Oocytes are usually the largest cells in the body and as such offer unique opportunities for single-cell analysis. Unfortunately, these cells are also some of the rarest in the mammalian female, usually necessitating single-cell analysis. In cases of infertility in humans, determining the quality of the oocyte is often restricted to a morphological analysis or to the study of cellular behaviors in the developing embryo. Minimally invasive approaches could greatly assist the clinician to prioritize oocytes for fertilization or following fertilization, which embryo to transfer back into the woman.
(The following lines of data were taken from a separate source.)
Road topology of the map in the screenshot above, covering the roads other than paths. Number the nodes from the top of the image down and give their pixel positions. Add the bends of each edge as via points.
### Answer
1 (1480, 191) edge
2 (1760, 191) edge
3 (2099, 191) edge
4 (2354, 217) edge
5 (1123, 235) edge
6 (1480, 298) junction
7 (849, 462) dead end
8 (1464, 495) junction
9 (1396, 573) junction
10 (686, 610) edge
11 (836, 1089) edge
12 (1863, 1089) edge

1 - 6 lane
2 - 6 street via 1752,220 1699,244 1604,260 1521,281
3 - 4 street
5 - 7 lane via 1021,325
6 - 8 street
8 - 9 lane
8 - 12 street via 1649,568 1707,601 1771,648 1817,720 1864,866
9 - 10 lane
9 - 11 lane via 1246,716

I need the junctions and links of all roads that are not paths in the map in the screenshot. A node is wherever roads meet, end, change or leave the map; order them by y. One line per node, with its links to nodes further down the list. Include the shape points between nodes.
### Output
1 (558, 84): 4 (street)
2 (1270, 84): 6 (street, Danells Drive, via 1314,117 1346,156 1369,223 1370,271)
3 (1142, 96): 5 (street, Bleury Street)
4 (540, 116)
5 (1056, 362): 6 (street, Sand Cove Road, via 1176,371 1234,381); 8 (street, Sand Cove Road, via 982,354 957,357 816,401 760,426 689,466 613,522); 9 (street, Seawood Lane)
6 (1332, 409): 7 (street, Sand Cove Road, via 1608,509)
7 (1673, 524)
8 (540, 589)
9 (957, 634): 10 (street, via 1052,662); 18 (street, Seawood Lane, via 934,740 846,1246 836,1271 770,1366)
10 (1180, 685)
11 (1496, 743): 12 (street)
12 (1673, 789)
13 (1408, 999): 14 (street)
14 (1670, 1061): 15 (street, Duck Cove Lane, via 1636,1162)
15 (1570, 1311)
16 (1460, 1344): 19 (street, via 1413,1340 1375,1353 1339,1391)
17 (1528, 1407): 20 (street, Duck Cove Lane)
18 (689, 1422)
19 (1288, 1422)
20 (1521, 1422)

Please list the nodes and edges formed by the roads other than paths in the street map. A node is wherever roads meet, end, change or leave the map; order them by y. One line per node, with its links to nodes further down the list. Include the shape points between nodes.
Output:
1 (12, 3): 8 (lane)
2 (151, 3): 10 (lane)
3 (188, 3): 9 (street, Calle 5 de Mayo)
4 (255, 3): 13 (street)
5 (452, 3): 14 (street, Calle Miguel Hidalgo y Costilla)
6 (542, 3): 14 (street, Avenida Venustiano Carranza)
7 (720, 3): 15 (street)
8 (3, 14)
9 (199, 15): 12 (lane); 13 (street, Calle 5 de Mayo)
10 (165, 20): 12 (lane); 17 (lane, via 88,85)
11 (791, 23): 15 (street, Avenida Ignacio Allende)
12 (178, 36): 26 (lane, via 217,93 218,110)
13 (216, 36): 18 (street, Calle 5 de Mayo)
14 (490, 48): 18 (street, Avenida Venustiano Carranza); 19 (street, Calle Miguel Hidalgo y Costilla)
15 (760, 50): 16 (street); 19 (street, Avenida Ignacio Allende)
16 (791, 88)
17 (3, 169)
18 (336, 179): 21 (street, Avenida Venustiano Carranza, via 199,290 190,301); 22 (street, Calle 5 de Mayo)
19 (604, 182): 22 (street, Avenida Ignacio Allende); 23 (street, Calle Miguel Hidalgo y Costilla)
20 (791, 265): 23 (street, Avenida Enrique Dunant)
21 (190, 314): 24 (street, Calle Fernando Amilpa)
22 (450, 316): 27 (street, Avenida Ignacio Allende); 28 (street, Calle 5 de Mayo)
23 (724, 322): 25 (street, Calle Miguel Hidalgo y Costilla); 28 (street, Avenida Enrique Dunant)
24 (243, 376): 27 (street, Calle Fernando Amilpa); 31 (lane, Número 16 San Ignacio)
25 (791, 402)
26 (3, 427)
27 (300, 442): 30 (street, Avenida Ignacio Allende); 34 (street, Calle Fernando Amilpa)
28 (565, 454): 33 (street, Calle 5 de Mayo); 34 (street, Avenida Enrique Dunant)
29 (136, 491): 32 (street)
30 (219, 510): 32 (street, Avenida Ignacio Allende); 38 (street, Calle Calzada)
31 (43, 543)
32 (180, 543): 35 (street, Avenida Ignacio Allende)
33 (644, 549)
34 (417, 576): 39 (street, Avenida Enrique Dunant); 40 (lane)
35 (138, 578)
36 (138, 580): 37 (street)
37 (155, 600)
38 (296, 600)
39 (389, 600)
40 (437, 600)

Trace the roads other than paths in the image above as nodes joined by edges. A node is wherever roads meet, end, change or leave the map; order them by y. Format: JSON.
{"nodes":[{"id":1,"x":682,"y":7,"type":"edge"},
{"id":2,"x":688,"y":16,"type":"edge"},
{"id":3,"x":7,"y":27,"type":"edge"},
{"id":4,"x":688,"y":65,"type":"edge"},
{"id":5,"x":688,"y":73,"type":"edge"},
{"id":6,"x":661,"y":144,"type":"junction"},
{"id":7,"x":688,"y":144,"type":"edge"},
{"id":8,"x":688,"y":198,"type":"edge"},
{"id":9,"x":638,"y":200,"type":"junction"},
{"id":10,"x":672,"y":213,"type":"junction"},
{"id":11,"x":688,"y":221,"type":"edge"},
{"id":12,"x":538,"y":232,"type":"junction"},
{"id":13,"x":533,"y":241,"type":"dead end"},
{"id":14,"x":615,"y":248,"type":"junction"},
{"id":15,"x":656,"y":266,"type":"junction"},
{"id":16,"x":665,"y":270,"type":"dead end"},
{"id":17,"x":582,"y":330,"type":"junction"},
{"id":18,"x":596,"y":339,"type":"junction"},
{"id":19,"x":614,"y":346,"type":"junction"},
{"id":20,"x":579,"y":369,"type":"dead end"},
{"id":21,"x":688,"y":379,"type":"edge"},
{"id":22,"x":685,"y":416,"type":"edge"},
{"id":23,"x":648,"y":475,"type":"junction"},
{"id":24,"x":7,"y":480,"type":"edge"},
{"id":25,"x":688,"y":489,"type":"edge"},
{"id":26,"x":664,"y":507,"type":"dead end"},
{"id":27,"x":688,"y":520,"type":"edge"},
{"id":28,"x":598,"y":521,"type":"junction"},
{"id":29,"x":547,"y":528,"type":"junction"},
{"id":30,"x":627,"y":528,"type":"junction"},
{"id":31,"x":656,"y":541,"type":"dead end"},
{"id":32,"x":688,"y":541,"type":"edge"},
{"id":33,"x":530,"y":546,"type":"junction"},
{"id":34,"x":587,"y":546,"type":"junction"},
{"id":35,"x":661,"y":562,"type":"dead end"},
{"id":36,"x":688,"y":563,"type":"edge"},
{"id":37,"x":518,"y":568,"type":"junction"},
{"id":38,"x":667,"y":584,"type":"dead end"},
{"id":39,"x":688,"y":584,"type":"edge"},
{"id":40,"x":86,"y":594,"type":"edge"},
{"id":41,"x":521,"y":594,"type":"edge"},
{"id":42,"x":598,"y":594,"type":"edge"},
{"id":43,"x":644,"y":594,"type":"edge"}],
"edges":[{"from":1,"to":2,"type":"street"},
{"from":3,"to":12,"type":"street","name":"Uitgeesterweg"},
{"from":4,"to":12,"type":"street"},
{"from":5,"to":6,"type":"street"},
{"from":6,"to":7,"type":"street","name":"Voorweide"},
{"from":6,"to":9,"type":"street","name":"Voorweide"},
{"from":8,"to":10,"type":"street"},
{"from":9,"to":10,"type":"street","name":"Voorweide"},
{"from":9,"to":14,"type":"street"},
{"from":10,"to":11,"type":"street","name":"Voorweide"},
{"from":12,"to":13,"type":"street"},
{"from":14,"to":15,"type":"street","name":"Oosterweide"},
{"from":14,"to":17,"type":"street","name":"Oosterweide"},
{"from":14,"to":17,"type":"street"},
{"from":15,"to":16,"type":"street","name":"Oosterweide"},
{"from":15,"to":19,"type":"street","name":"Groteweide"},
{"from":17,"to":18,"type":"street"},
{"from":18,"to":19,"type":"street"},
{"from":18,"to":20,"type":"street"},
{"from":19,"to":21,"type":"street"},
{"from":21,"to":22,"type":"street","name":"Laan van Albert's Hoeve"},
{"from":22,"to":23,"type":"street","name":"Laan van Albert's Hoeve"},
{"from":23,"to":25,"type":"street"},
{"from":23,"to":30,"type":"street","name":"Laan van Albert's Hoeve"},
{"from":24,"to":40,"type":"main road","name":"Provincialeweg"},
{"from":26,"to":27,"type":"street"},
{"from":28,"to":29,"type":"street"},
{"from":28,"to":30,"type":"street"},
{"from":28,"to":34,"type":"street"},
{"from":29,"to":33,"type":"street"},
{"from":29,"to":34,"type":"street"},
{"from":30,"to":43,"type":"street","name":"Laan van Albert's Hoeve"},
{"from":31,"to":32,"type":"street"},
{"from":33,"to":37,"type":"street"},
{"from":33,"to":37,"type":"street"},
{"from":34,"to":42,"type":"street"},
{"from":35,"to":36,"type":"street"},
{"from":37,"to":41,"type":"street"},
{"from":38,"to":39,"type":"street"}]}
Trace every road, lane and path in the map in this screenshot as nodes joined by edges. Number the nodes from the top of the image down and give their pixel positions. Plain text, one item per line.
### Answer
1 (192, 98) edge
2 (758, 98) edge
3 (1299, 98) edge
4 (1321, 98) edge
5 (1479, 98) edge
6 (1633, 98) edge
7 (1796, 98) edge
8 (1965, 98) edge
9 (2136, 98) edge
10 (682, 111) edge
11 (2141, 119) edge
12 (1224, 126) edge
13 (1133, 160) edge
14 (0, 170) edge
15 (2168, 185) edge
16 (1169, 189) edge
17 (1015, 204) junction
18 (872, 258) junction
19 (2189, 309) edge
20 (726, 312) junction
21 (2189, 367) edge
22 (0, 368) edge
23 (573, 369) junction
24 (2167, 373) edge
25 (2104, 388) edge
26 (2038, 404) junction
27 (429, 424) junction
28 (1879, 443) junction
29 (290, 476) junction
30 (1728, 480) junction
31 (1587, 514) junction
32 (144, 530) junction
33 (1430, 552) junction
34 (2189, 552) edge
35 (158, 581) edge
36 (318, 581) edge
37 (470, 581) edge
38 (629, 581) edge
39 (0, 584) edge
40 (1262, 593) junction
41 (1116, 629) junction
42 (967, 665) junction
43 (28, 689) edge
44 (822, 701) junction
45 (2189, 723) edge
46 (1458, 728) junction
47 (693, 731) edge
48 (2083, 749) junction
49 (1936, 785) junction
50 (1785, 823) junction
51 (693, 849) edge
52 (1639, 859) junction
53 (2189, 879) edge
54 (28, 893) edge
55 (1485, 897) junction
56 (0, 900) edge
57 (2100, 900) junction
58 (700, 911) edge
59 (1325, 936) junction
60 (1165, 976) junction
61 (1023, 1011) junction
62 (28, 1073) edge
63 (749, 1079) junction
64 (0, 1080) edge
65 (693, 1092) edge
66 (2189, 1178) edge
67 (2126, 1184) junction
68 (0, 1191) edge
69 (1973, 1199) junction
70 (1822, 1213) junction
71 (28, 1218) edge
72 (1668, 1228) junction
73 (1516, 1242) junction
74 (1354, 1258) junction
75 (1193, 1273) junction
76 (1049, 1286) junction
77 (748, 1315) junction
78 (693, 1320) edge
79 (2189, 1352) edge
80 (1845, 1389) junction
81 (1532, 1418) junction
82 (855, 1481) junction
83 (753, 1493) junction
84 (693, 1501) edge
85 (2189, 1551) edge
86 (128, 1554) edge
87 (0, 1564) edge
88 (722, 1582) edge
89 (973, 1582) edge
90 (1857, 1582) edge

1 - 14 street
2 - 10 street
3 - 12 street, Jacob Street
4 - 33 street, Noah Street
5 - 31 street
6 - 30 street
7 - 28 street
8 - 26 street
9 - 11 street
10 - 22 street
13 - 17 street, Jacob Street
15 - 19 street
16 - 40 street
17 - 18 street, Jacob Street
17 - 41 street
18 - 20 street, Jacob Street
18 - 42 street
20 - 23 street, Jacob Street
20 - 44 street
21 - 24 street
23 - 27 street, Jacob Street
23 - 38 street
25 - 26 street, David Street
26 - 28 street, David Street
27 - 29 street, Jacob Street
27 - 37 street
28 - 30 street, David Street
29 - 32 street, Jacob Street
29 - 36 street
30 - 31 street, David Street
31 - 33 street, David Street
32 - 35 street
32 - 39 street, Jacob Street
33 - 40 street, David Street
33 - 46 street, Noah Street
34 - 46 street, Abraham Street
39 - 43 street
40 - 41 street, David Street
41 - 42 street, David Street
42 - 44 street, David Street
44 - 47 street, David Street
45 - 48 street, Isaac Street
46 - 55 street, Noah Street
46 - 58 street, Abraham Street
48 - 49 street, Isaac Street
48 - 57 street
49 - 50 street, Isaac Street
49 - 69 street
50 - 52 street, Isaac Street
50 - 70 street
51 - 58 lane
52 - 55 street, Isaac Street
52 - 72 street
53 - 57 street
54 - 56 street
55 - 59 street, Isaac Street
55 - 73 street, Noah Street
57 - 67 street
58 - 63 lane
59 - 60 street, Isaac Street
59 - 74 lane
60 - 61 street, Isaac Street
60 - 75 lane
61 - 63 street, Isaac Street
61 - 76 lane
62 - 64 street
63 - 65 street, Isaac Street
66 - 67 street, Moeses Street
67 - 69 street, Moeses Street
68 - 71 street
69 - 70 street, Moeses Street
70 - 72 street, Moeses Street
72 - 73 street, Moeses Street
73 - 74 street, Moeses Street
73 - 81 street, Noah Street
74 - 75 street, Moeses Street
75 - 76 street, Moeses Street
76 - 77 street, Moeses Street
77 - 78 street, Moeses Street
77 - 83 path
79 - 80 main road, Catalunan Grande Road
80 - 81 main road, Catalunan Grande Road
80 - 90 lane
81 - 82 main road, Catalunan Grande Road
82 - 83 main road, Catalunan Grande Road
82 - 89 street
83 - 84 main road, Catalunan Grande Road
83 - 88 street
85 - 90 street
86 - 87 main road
Transcriptomics of human and mouse oocytes may have great utility, and recently it was learned that the polar body faithfully reflects the transcript prevalence in the oocyte. The polar body may thus serve as a minimally invasive proxy for an oocyte in the clinic. In the mouse, the transcriptomes of oocytes from mice of the same strain are markedly similar; no significant differences are apparent in transcript prevalence or identity. In human oocytes however, the transcript pool is highly variable. This is likely the result of different histories of each oocyte, in the age of the donor woman, the different hormonal exposures and the prolonged time from specification of the primary oocyte to the fully grown and ovulated egg. This variability in human oocytes also emphasizes the need for cell-by-cell analysis of the oocytes in vitro; which oocytes have a better potential for fertilization and development? To this end, new imaging capabilities are being employed. For example, a single-cell analytical device for oocytes (the simple perfusion apparatus, or SPA) enables investigators to load multiple oocytes in individual wells, to visualize them on the microscope and to use controlled temperature and media flow by perfusion for optimal clinical applications. Recently, developed Raman microspectroscopy approaches suggest that this imaging modality may enable more in-depth analysis of the molecular characteristics of an oocyte that, in combination with the SPA and transcriptomic approaches, might assist the clinician to prioritize more effectively human oocytes and embryos for transfer into women. This review is intended to update the reader on the status of the examination of single oocytes from a variety of approaches and to emphasize areas that may be primed for advancement in the near future.